- Opening Delimiter -

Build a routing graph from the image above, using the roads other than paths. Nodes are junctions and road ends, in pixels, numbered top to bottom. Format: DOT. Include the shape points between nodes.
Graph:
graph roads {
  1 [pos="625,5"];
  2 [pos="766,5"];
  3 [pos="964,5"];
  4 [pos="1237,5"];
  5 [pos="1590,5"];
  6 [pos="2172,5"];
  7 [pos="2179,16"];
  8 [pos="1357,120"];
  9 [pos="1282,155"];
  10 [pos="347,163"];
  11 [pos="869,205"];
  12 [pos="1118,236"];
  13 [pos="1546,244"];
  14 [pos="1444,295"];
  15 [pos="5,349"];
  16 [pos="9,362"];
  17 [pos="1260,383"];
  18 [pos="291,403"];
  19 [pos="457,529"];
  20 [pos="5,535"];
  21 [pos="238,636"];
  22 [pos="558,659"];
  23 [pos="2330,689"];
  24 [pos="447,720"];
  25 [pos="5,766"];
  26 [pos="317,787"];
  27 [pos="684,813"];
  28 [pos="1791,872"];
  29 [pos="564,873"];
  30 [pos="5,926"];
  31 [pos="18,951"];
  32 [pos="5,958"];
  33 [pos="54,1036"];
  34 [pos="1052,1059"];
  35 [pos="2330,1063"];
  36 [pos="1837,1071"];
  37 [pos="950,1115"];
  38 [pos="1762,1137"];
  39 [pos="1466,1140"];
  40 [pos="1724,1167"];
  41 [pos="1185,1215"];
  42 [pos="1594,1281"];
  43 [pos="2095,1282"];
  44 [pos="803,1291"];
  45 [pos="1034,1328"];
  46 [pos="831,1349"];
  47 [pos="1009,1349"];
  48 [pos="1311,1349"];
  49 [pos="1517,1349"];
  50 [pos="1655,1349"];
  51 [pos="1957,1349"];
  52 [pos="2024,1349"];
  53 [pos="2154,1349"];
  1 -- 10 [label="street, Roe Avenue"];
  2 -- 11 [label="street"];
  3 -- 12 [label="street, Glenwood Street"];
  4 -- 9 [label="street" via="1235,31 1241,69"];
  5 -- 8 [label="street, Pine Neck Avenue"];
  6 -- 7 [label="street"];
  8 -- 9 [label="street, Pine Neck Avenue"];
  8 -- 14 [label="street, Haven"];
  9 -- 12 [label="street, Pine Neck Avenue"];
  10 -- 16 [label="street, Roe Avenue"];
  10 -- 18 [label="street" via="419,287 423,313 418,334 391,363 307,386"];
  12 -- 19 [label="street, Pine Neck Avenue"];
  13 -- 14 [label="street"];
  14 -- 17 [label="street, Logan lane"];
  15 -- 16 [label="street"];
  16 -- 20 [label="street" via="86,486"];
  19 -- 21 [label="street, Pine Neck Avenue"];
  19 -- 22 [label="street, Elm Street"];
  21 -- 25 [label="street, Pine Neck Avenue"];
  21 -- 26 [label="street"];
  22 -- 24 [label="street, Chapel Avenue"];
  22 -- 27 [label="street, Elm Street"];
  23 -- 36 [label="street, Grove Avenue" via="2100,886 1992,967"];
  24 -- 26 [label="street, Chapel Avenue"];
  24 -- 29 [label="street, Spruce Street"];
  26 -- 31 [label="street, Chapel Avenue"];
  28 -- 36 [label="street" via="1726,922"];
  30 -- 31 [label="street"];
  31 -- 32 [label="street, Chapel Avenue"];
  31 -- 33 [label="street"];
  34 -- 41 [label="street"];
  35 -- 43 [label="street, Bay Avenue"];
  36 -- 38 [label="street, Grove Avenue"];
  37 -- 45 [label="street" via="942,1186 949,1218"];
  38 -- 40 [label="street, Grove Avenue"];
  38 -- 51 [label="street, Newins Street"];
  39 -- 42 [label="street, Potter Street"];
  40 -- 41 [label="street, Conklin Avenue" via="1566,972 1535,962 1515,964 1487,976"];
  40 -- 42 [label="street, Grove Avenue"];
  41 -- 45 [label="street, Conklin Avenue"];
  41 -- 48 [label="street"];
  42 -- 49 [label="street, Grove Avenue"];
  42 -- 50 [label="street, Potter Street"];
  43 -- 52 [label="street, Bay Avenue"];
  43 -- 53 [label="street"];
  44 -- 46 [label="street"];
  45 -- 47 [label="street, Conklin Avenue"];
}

- Closing Delimiter -

## Task
From the entries, report each line that includes the word "roads".

## Answer section
Build a routing graph from the image above, using the roads other than paths. Nodes are junctions and road ends, in pixels, numbered top to bottom. Format: DOT. Include the shape points between nodes.
graph roads {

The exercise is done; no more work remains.